L’agenzia di stampa Reuters sottolinea che la Corte penale internazionale (Cpi) dell’Aja, istituita per perseguire i responsabili di crimini di guerra, ha detto di avere giurisdizione sulle atrocità commesse dai miliziani di Hamas in Israele e di avere già raccolto un “volume significativo di informazioni e prove”. Gli avvocati israeliani hanno fatto notare che il tribunale ha dei requisiti probatori sulla violenza sessuale meno complessi di quelli richiesti da Israele, per esempio non serve la testimonianza della vittima.
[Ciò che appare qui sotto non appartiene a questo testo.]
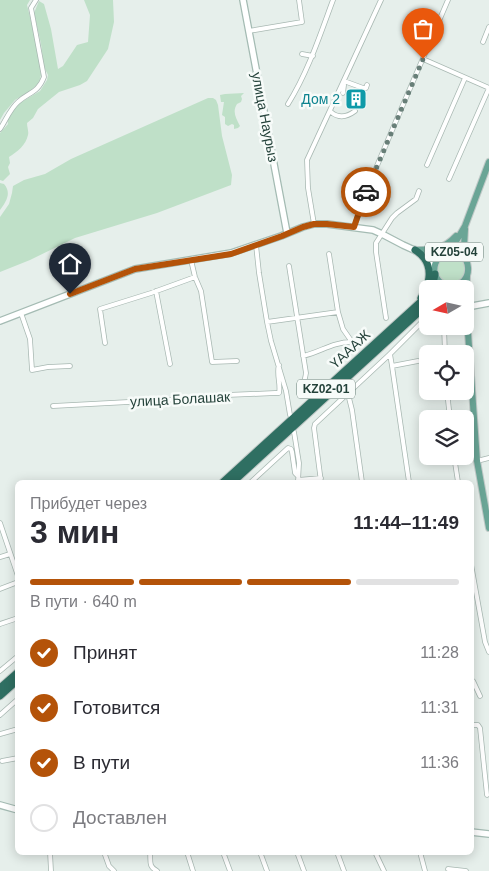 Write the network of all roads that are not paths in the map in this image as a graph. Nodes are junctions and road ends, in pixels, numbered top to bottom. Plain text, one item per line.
1 (36, 0) edge
2 (243, 0) edge
3 (299, 0) edge
4 (333, 0) edge
5 (381, 0) edge
6 (448, 0) edge
7 (489, 27) edge
8 (249, 31) junction
9 (483, 42) dead end
10 (302, 54) dead end
11 (312, 56) junction
12 (423, 59) junction
13 (465, 78) junction
14 (344, 82) junction
15 (367, 85) dead end
16 (489, 88) edge
17 (343, 93) dead end
18 (288, 104) dead end
19 (355, 111) dead end
20 (331, 112) junction
21 (0, 129) edge
22 (489, 162) edge
23 (427, 165) dead end
24 (449, 179) dead end
25 (419, 191) dead end
26 (314, 224) junction
27 (465, 226) junction
28 (354, 227) junction
29 (288, 233) junction
30 (382, 234) junction
31 (256, 246) junction
32 (415, 250) junction
33 (446, 253) junction
34 (329, 254) dead end
35 (191, 260) junction
36 (468, 263) junction
37 (289, 266) dead end
38 (434, 272) junction
39 (467, 276) junction
40 (195, 277) junction
41 (433, 280) edge
42 (439, 280) edge
43 (464, 280) edge
44 (467, 280) edge
45 (156, 291) junction
46 (419, 303) edge
47 (489, 303) edge
48 (474, 304) edge
49 (415, 306) junction
50 (419, 311) edge
51 (338, 312) junction
52 (21, 313) junction
53 (297, 317) junction
54 (386, 318) dead end
55 (0, 321) edge
56 (267, 322) junction
57 (419, 325) edge
58 (467, 335) edge
59 (105, 343) dead end
60 (390, 354) junction
61 (303, 356) junction
62 (237, 360) dead end
63 (418, 361) dead end
64 (170, 364) dead end
65 (278, 365) junction
66 (70, 366) dead end
67 (392, 366) junction
68 (300, 387) dead end
69 (348, 394) junction
70 (53, 406) dead end
71 (290, 415) dead end
72 (294, 432) dead end
73 (489, 458) edge
74 (477, 461) junction
75 (455, 465) edge
76 (226, 480) edge
77 (235, 480) edge
78 (253, 480) edge
79 (298, 480) edge
80 (321, 480) edge
81 (362, 480) edge
82 (410, 480) edge
83 (458, 480) edge
84 (0, 525) edge
85 (489, 528) edge
86 (10, 554) junction
87 (0, 557) edge
88 (15, 568) edge
89 (474, 581) edge
90 (15, 583) edge
91 (0, 588) edge
92 (15, 619) edge
93 (0, 624) edge
94 (489, 652) edge
95 (15, 658) edge
96 (0, 671) edge
97 (15, 675) edge
98 (15, 683) edge
99 (474, 683) edge
100 (0, 688) edge
101 (0, 696) edge
102 (480, 696) dead end
103 (15, 702) edge
104 (0, 715) edge
105 (474, 725) edge
106 (15, 730) edge
107 (0, 734) edge
108 (488, 748) edge
109 (482, 749) junction
110 (15, 759) edge
111 (2, 762) dead end
112 (488, 795) dead end
113 (0, 805) edge
114 (15, 809) edge
115 (474, 832) edge
116 (489, 834) edge
117 (50, 855) edge
118 (105, 855) edge
119 (150, 855) edge
120 (188, 855) edge
121 (224, 855) edge
122 (261, 855) edge
123 (298, 855) edge
124 (338, 855) edge
125 (376, 855) edge
126 (421, 855) edge
127 (448, 869) dead end
128 (158, 870) edge
129 (51, 871) edge
130 (114, 871) edge
131 (193, 871) edge
132 (230, 871) edge
133 (267, 871) edge
134 (304, 871) edge
135 (344, 871) edge
136 (384, 871) edge
137 (426, 871) edge
138 (466, 871) edge

1 - 21 street
2 - 8 main road, улица Наурыз
3 - 8 street
4 - 11 street
5 - 14 street
6 - 12 street
7 - 9 street
8 - 29 main road, улица Наурыз
10 - 11 street
11 - 18 street
12 - 13 street
12 - 28 street
13 - 16 street
13 - 23 street
14 - 15 street
14 - 17 street
14 - 20 street
16 - 24 street
19 - 20 street
20 - 26 street
22 - 27 main road, KZ05-04
25 - 30 street
26 - 28 main road
26 - 29 main road
27 - 32 main road
27 - 33 main road, KZ05-04
27 - 36 main road, KZ05-04
28 - 30 main road
29 - 31 main road
30 - 32 main road
30 - 54 street
31 - 35 main road
31 - 56 street
32 - 33 main road
32 - 38 main road
32 - 49 highway
33 - 36 main road, KZ05-04
33 - 38 main road, KZ05-04
34 - 51 street
35 - 40 street
35 - 52 main road
36 - 39 main road, KZ05-04
37 - 53 street
38 - 41 highway
38 - 42 main road, KZ05-04
39 - 43 main road, KZ05-04
39 - 44 main road, KZ05-04
40 - 45 street
40 - 62 street
45 - 59 street
45 - 64 street
46 - 49 highway, ҮАААЖ / KZ02-01
47 - 48 main road
49 - 76 highway, ҮАААЖ / KZ02-01
50 - 77 highway, ҮАААЖ / KZ02-01
51 - 53 street
51 - 61 street
52 - 55 main road
52 - 66 street
53 - 56 street
53 - 61 street
56 - 65 street
57 - 60 street
58 - 74 main road
60 - 67 street
60 - 69 street
61 - 68 street
63 - 67 street
65 - 70 street, улица Болашак
65 - 71 street
67 - 82 street
69 - 80 street
69 - 81 street
72 - 79 street
73 - 74 street
74 - 85 main road
75 - 83 street
78 - 79 street
79 - 80 street
84 - 86 street
86 - 87 street
86 - 88 street
89 - 94 street
90 - 91 street
92 - 93 street
95 - 96 street
97 - 100 highway
98 - 101 highway
99 - 102 street
103 - 104 street
105 - 109 street
106 - 107 street
108 - 109 street
109 - 112 street
110 - 111 street
113 - 114 main road
115 - 116 main road
117 - 129 street
118 - 130 street
119 - 128 street
120 - 131 street
121 - 132 street
122 - 133 street
123 - 134 street
124 - 135 street
125 - 136 street
126 - 137 street
127 - 138 street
Ma per lo stato israeliano, la Corte è problematica, prosegue la Reuters: “Israele non riconosce la sua giurisdizione, anche se gli individui e lo stesso stato possono presentare prove”.
Se le inchieste dimostrassero che il movimento palestinese ha ordinato e pianificato le violenze sessuali, si creerebbe un precedente per Hamas, che non ha mai usato queste pratiche nel suo repertorio di azioni, ha confermato a Le Monde Laetitia Bucaille, che insegna sociologia all’Institut national des langues et civilisations orientales di Parigi: “Se questo cambio nella modalità di azione è avvenuto, si tratterebbe di una volontà di punire e di umiliare”. In questo caso Hamas potrebbe essere accusata di crimini contro l’umanità e anche di genocidio, se fosse dimostrato che le violenze sono state commesse contro le persone a causa della loro appartenenza a un gruppo, con l’intenzione di eliminarlo in parte o del tutto.